The Man Who Tried to Save the World: The Dangerous Life and Mysterious Disappearance of an American Hero (Paperback)
A swashbuckling Texan, a teller of tall tales, a womanizer, and a renegade, Fred Cuny spent his life in countries rent by war, famine, and natural disasters, saving many thousands of lives through his innovative and sometimes controversial methods of relief work. Cuny earned his nickname "Master of Disaster" for his exploits in Kurdistan, Somalia, and Bosnia. But when he arrived in the rogue Russian republic of Chechnya in the spring of 1995, raring to go and eager to put his ample funds from George Soros to good use, he found himself in the midst of an unimaginably savage war of independence, unlike any he had ever before encountered. Shortly thereafter, he disappeared in the war-rocked highlands, never to be seen again.
Who was Cuny really working for? Was he a CIA spy? Who killed him, and why? In search of the answers, Scott Anderson traveled to Chechnya on a hazardous journey that started as as a magazine assignment and ended as a personal mission.

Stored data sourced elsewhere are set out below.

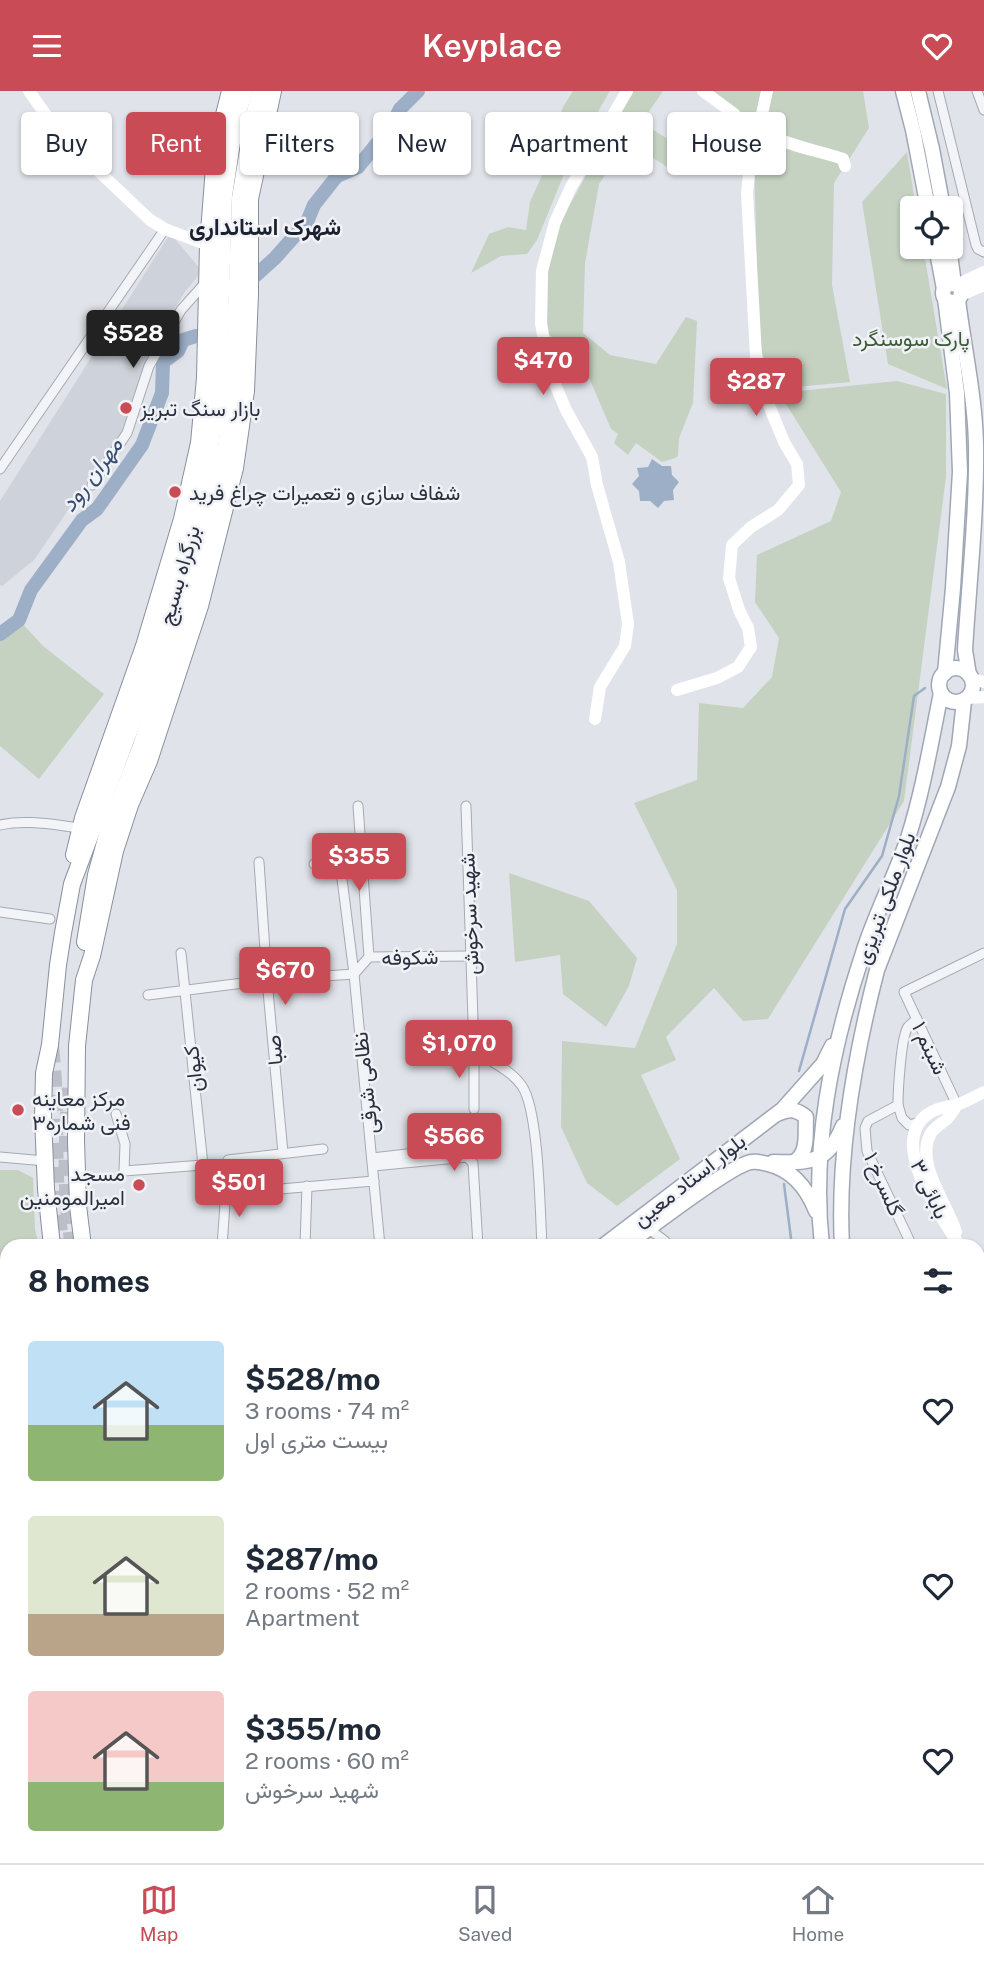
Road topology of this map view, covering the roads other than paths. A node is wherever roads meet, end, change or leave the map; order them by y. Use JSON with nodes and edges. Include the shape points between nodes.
{"nodes":[{"id":1,"x":29,"y":91,"type":"edge"},
{"id":2,"x":230,"y":91,"type":"edge"},
{"id":3,"x":244,"y":91,"type":"edge"},
{"id":4,"x":260,"y":91,"type":"edge"},
{"id":5,"x":274,"y":91,"type":"edge"},
{"id":6,"x":627,"y":91,"type":"edge"},
{"id":7,"x":703,"y":91,"type":"edge"},
{"id":8,"x":767,"y":91,"type":"edge"},
{"id":9,"x":903,"y":91,"type":"edge"},
{"id":10,"x":918,"y":91,"type":"edge"},
{"id":11,"x":939,"y":91,"type":"edge"},
{"id":12,"x":977,"y":91,"type":"edge"},
{"id":13,"x":984,"y":110,"type":"edge"},
{"id":14,"x":732,"y":112,"type":"edge"},
{"id":15,"x":762,"y":112,"type":"edge"},
{"id":16,"x":786,"y":143,"type":"edge"},
{"id":17,"x":845,"y":166,"type":"dead end"},
{"id":18,"x":749,"y":175,"type":"edge"},
{"id":19,"x":926,"y":196,"type":"edge"},
{"id":20,"x":941,"y":196,"type":"edge"},
{"id":21,"x":245,"y":198,"type":"junction"},
{"id":22,"x":165,"y":229,"type":"junction"},
{"id":23,"x":208,"y":245,"type":"junction"},
{"id":24,"x":984,"y":252,"type":"edge"},
{"id":25,"x":941,"y":259,"type":"edge"},
{"id":26,"x":950,"y":259,"type":"edge"},
{"id":27,"x":984,"y":272,"type":"edge"},
{"id":28,"x":207,"y":280,"type":"junction"},
{"id":29,"x":984,"y":285,"type":"edge"},
{"id":30,"x":953,"y":292,"type":"junction"},
{"id":31,"x":0,"y":469,"type":"edge"},
{"id":32,"x":92,"y":485,"type":"dead end"},
{"id":33,"x":980,"y":489,"type":"edge"},
{"id":34,"x":945,"y":673,"type":"junction"},
{"id":35,"x":975,"y":678,"type":"edge"},
{"id":36,"x":677,"y":689,"type":"dead end"},
{"id":37,"x":941,"y":693,"type":"junction"},
{"id":38,"x":984,"y":697,"type":"edge"},
{"id":39,"x":966,"y":699,"type":"junction"},
{"id":40,"x":595,"y":719,"type":"dead end"},
{"id":41,"x":929,"y":753,"type":"junction"},
{"id":42,"x":956,"y":754,"type":"junction"},
{"id":43,"x":358,"y":806,"type":"dead end"},
{"id":44,"x":466,"y":806,"type":"dead end"},
{"id":45,"x":0,"y":825,"type":"edge"},
{"id":46,"x":81,"y":828,"type":"junction"},
{"id":47,"x":259,"y":862,"type":"dead end"},
{"id":48,"x":314,"y":864,"type":"dead end"},
{"id":49,"x":72,"y":884,"type":"junction"},
{"id":50,"x":0,"y":912,"type":"edge"},
{"id":51,"x":50,"y":919,"type":"dead end"},
{"id":52,"x":181,"y":953,"type":"dead end"},
{"id":53,"x":984,"y":953,"type":"edge"},
{"id":54,"x":470,"y":956,"type":"junction"},
{"id":55,"x":369,"y":957,"type":"junction"},
{"id":56,"x":354,"y":974,"type":"junction"},
{"id":57,"x":267,"y":980,"type":"junction"},
{"id":58,"x":184,"y":991,"type":"junction"},
{"id":59,"x":148,"y":995,"type":"dead end"},
{"id":60,"x":917,"y":1019,"type":"junction"},
{"id":61,"x":841,"y":1030,"type":"junction"},
{"id":62,"x":474,"y":1051,"type":"junction"},
{"id":63,"x":984,"y":1092,"type":"edge"},
{"id":64,"x":898,"y":1105,"type":"junction"},
{"id":65,"x":957,"y":1105,"type":"junction"},
{"id":66,"x":474,"y":1109,"type":"dead end"},
{"id":67,"x":848,"y":1112,"type":"junction"},
{"id":68,"x":116,"y":1114,"type":"dead end"},
{"id":69,"x":774,"y":1115,"type":"junction"},
{"id":70,"x":922,"y":1121,"type":"junction"},
{"id":71,"x":486,"y":1145,"type":"dead end"},
{"id":72,"x":323,"y":1149,"type":"dead end"},
{"id":73,"x":283,"y":1153,"type":"junction"},
{"id":74,"x":0,"y":1157,"type":"edge"},
{"id":75,"x":45,"y":1161,"type":"junction"},
{"id":76,"x":754,"y":1161,"type":"junction"},
{"id":77,"x":372,"y":1162,"type":"junction"},
{"id":78,"x":794,"y":1163,"type":"junction"},
{"id":79,"x":203,"y":1165,"type":"junction"},
{"id":80,"x":221,"y":1173,"type":"junction"},
{"id":81,"x":374,"y":1181,"type":"junction"},
{"id":82,"x":307,"y":1186,"type":"junction"},
{"id":83,"x":226,"y":1190,"type":"junction"},
{"id":84,"x":819,"y":1219,"type":"junction"},
{"id":85,"x":649,"y":1229,"type":"junction"},
{"id":86,"x":51,"y":1239,"type":"edge"},
{"id":87,"x":82,"y":1239,"type":"edge"},
{"id":88,"x":222,"y":1239,"type":"edge"},
{"id":89,"x":305,"y":1239,"type":"edge"},
{"id":90,"x":379,"y":1239,"type":"edge"},
{"id":91,"x":478,"y":1239,"type":"edge"},
{"id":92,"x":542,"y":1239,"type":"edge"},
{"id":93,"x":612,"y":1239,"type":"edge"},
{"id":94,"x":635,"y":1239,"type":"edge"},
{"id":95,"x":662,"y":1239,"type":"edge"},
{"id":96,"x":821,"y":1239,"type":"edge"},
{"id":97,"x":842,"y":1239,"type":"edge"},
{"id":98,"x":909,"y":1239,"type":"edge"},
{"id":99,"x":956,"y":1239,"type":"edge"},
{"id":100,"x":958,"y":1239,"type":"edge"}],
"edges":[{"from":1,"to":22,"type":"street","via":[[72,146]]},
{"from":2,"to":23,"type":"highway","via":[[215,167]]},
{"from":3,"to":49,"type":"highway","name":"بزرگراه بسیج","via":[[224,196],[218,390],[208,464],[169,615]]},
{"from":4,"to":21,"type":"highway"},
{"from":5,"to":21,"type":"highway"},
{"from":6,"to":40,"type":"street","via":[[555,222],[542,271],[541,323],[549,370],[592,457],[619,562],[628,624],[625,646],[600,687]]},
{"from":7,"to":14,"type":"street"},
{"from":8,"to":15,"type":"street"},
{"from":9,"to":19,"type":"main road"},
{"from":10,"to":20,"type":"main road"},
{"from":11,"to":24,"type":"street","via":[[976,245]]},
{"from":12,"to":13,"type":"street"},
{"from":16,"to":17,"type":"street","via":[[843,159]]},
{"from":18,"to":36,"type":"street","via":[[756,356],[764,393],[797,464],[799,485],[778,510],[732,545],[729,578],[751,647],[738,667]]},
{"from":21,"to":87,"type":"highway","via":[[250,294],[246,391],[235,468],[200,606],[115,851],[83,980],[76,1140]]},
{"from":22,"to":23,"type":"street"},
{"from":22,"to":31,"type":"street"},
{"from":23,"to":28,"type":"highway"},
{"from":25,"to":30,"type":"main road"},
{"from":26,"to":30,"type":"main road"},
{"from":27,"to":30,"type":"street"},
{"from":28,"to":32,"type":"street","via":[[168,332],[149,366],[127,433]]},
{"from":28,"to":46,"type":"highway","via":[[199,443],[182,519]]},
{"from":29,"to":30,"type":"street"},
{"from":30,"to":33,"type":"main road"},
{"from":30,"to":34,"type":"main road","via":[[960,449]]},
{"from":33,"to":35,"type":"main road","via":[[965,650]]},
{"from":34,"to":35,"type":"main road","via":[[954,669]]},
{"from":34,"to":37,"type":"main road"},
{"from":35,"to":39,"type":"main road"},
{"from":37,"to":39,"type":"main road","via":[[953,702]]},
{"from":37,"to":41,"type":"main road","name":"بلوار ملکى تبریزى"},
{"from":38,"to":39,"type":"street"},
{"from":39,"to":42,"type":"main road","name":"بلوار ملکى تبریزى"},
{"from":41,"to":42,"type":"main road","via":[[941,744],[949,745]]},
{"from":41,"to":61,"type":"main road","name":"بلوار ملکى تبریزى","via":[[907,840],[863,952]]},
{"from":42,"to":67,"type":"main road","name":"بلوار ملکى تبریزى","via":[[877,970]]},
{"from":43,"to":55,"type":"street"},
{"from":44,"to":54,"type":"street","name":"شهید سرخوش"},
{"from":45,"to":46,"type":"street","via":[[27,822]]},
{"from":46,"to":49,"type":"highway"},
{"from":47,"to":57,"type":"street","name":"صبا"},
{"from":48,"to":56,"type":"street","name":"نظامی شرقی","via":[[340,863]]},
{"from":49,"to":75,"type":"highway","name":"بزرگراه بسیج","via":[[44,1073]]},
{"from":50,"to":51,"type":"street"},
{"from":52,"to":58,"type":"street","name":"کیوان"},
{"from":53,"to":60,"type":"street","name":"شبنم ۱","via":[[904,992]]},
{"from":54,"to":55,"type":"street","name":"شکوفه"},
{"from":54,"to":62,"type":"street","name":"شهید سرخوش"},
{"from":55,"to":56,"type":"street","name":"شکوفه"},
{"from":56,"to":57,"type":"street","name":"شکوفه"},
{"from":56,"to":77,"type":"street","name":"نظامی شرقی"},
{"from":57,"to":58,"type":"street","name":"شکوفه"},
{"from":57,"to":73,"type":"street","name":"صبا"},
{"from":58,"to":59,"type":"street","name":"شکوفه"},
{"from":58,"to":79,"type":"street","name":"کیوان"},
{"from":60,"to":64,"type":"street","via":[[906,1028]]},
{"from":60,"to":65,"type":"street","name":"شبنم ۱"},
{"from":61,"to":69,"type":"main road","name":"بلوار استاد معین","via":[[823,1064]]},
{"from":61,"to":84,"type":"main road","name":"بلوار ملکى تبریزى","via":[[825,1102]]},
{"from":62,"to":66,"type":"street","name":"شهید سرخوش"},
{"from":62,"to":92,"type":"street","via":[[511,1074],[523,1087],[531,1109]]},
{"from":63,"to":65,"type":"street"},
{"from":64,"to":70,"type":"street","via":[[909,1125]]},
{"from":64,"to":98,"type":"street","name":"گلسرخ ۱","via":[[868,1121],[865,1140]]},
{"from":65,"to":70,"type":"street","via":[[946,1105]]},
{"from":65,"to":100,"type":"street","name":"بابائی ۳","via":[[929,1136],[926,1159]]},
{"from":67,"to":78,"type":"main road","via":[[826,1154]]},
{"from":67,"to":97,"type":"main road"},
{"from":68,"to":79,"type":"street","via":[[125,1143],[124,1171]]},
{"from":69,"to":78,"type":"main road","via":[[789,1109],[806,1117],[804,1151]]},
{"from":69,"to":93,"type":"main road","name":"بلوار استاد معین"},
{"from":70,"to":99,"type":"street","name":"بابائی ۳","via":[[916,1127],[913,1154],[932,1200]]},
{"from":71,"to":77,"type":"street"},
{"from":72,"to":73,"type":"street"},
{"from":73,"to":80,"type":"street","via":[[229,1160]]},
{"from":74,"to":75,"type":"street"},
{"from":75,"to":86,"type":"highway","name":"بزرگراه بسیج"},
{"from":76,"to":78,"type":"main road"},
{"from":76,"to":84,"type":"main road","name":"بلوار استاد معین","via":[[793,1175],[811,1197]]},
{"from":76,"to":85,"type":"main road","name":"بلوار استاد معین"},
{"from":77,"to":81,"type":"street","name":"نظامی شرقی"},
{"from":77,"to":91,"type":"street","via":[[467,1157],[473,1163]]},
{"from":79,"to":80,"type":"street"},
{"from":80,"to":83,"type":"street"},
{"from":81,"to":82,"type":"street"},
{"from":81,"to":90,"type":"street","name":"نظامی شرقی"},
{"from":82,"to":83,"type":"street"},
{"from":82,"to":89,"type":"street"},
{"from":83,"to":88,"type":"street"},
{"from":84,"to":96,"type":"main road"},
{"from":85,"to":94,"type":"main road","name":"بلوار استاد معین"},
{"from":85,"to":95,"type":"street"}]}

The result is a galvanizing adventure story, a chilling picture of "the new world order," and a tour de force of literary journalism.
About the Author
SCOTT ANDERSON is a renowned war reporter whose work has appeared in The New York Times Magazine, Harper's, and other national publications. He is the author of the novels Triage and The 4 O'Clock Murders, and coauthor of War Zones with his brother, Jon Lee Anderson. He lives in Brooklyn, New York.
Praise for The Man Who Tried to Save the World: The Dangerous Life and Mysterious Disappearance of an American Hero…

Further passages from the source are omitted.